Declan membuka matanya, menoleh ke arah kasur. Dalam kegelapan kamar yang hanya disinari lampu tidur remang-remang, dia menatap Sienna lekat-lekat.
"Nggak usah makasih. Gue cuma nggak mau disalahin netizen kalau lo kenapa-napa selama acara ini," balas Declan dingin. Dia kemudian berbalik memunggungi Sienna. "Tidur. Besok jam enam pagi kita udah harus syuting episode outdoor."
Sienna memutar bola matanya kesal, lalu menarik selimutnya sampai ke dada. "Dasar cowok kaku. Untung ganteng, kalau nggak udah gue racun lo dari tadi!" gumam Sienna pelan sebelum akhirnya memejamkan mata.

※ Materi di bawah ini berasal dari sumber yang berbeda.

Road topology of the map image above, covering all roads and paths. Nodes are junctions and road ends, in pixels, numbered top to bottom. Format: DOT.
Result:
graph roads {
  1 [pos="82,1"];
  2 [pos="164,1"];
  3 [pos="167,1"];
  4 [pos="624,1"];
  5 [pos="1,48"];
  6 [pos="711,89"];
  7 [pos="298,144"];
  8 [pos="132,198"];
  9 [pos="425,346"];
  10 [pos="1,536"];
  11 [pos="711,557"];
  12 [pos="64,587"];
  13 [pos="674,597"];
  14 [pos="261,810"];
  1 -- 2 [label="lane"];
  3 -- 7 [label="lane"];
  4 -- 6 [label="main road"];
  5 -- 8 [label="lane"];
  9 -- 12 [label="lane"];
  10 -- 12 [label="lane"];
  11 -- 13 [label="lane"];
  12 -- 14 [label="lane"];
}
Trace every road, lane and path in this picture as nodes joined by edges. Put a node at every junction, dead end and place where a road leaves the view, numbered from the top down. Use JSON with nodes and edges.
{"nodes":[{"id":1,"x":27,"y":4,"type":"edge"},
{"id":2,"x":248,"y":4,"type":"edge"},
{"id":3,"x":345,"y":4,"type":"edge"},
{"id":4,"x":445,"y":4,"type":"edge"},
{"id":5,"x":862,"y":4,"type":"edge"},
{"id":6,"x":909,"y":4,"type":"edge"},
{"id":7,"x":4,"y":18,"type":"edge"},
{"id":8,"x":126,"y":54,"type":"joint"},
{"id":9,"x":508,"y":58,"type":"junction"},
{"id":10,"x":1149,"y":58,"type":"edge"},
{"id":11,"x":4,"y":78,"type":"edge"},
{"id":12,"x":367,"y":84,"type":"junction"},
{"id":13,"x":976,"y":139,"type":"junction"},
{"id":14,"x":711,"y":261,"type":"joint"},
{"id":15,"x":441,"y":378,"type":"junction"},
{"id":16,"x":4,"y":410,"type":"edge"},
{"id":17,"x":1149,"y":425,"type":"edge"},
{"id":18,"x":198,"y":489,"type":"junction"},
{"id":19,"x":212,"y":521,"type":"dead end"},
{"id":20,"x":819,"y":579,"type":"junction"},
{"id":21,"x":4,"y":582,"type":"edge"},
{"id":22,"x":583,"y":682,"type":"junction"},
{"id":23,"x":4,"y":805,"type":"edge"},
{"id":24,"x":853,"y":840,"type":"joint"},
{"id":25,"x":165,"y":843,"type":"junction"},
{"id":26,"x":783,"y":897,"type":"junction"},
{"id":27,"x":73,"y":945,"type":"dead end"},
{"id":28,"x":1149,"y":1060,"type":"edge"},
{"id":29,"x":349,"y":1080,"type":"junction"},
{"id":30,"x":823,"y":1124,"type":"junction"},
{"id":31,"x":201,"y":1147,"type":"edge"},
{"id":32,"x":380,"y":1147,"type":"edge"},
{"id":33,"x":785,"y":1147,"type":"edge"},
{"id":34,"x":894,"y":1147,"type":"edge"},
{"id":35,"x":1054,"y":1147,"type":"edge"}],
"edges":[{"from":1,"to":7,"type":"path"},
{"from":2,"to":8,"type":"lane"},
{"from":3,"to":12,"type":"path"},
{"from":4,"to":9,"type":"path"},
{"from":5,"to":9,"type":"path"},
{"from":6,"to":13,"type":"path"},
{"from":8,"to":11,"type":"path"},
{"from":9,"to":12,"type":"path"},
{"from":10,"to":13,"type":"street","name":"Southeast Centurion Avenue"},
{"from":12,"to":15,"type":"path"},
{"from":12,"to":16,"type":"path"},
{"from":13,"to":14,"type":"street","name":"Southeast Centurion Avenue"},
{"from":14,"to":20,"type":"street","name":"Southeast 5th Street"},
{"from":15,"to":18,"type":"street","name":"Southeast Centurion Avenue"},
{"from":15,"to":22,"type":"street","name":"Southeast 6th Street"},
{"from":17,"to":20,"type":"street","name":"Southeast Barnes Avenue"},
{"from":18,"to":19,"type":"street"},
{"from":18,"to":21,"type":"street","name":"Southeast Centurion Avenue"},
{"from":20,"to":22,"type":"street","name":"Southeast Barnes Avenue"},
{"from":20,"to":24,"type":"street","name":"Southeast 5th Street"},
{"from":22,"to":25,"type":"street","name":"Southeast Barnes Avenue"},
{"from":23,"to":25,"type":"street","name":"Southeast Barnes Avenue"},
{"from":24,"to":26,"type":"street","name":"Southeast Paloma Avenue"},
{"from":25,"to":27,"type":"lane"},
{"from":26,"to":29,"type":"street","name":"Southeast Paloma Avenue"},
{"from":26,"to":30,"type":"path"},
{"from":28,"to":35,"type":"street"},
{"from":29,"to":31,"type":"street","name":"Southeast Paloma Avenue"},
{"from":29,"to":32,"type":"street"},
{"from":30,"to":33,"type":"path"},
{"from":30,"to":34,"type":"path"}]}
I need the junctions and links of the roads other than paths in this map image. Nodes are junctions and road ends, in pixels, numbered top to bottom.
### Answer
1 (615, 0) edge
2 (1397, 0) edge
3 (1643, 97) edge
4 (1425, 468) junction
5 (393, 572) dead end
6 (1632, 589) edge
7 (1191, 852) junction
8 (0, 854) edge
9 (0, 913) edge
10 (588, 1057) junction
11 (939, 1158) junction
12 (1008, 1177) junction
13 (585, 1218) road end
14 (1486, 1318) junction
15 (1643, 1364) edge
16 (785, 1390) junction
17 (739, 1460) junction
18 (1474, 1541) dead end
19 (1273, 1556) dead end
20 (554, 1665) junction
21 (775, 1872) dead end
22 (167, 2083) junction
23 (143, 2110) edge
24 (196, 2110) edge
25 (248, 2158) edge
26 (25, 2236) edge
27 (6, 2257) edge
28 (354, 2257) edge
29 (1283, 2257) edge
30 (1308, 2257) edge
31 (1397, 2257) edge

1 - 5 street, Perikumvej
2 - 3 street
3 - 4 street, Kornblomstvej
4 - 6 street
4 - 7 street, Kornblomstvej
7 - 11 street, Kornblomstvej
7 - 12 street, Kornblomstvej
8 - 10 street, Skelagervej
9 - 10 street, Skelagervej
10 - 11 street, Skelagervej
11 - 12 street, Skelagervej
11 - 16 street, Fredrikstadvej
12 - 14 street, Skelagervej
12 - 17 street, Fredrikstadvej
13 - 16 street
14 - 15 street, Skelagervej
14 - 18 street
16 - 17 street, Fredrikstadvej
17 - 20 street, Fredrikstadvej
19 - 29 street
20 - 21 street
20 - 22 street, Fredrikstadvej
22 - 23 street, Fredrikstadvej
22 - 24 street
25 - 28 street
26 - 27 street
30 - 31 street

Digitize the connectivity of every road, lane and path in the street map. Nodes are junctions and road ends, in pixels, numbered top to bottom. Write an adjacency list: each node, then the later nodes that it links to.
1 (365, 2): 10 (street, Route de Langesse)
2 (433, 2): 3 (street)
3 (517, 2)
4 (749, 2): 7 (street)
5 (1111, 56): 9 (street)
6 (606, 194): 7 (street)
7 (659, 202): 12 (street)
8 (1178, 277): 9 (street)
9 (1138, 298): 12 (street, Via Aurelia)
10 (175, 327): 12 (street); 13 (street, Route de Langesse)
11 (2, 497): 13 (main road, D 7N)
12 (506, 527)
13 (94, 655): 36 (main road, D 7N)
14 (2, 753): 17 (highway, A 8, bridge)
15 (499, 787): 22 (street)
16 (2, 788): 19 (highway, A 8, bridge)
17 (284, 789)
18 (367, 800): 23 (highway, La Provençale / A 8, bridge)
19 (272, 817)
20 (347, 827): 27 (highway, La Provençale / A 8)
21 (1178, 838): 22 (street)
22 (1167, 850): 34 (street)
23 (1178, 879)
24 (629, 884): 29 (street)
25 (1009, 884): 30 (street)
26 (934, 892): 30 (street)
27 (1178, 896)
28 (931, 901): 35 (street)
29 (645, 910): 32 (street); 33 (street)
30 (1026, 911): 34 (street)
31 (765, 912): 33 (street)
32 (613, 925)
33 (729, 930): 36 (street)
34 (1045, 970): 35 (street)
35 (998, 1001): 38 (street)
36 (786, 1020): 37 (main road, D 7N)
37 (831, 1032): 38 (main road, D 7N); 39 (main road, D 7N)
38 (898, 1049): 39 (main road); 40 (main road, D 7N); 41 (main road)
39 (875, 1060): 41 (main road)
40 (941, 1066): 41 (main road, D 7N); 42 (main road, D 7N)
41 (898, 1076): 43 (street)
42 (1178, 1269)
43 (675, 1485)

Di sudut kamar, dalam posisinya yang memunggungi kasur, Declan perlahan membuka matanya kembali. Dia menatap jemarinya yang tadi sempat menyentuh kulit Sienna.
Kenapa lo nggak pernah berubah, Sienna? Tetap bodoh, ceroboh, dan bikin gue nggak bisa berhenti buat jagain lo, batin Declan miris, teringat kembali luka lama di masa SMA yang masih membekas jelas di hatinya.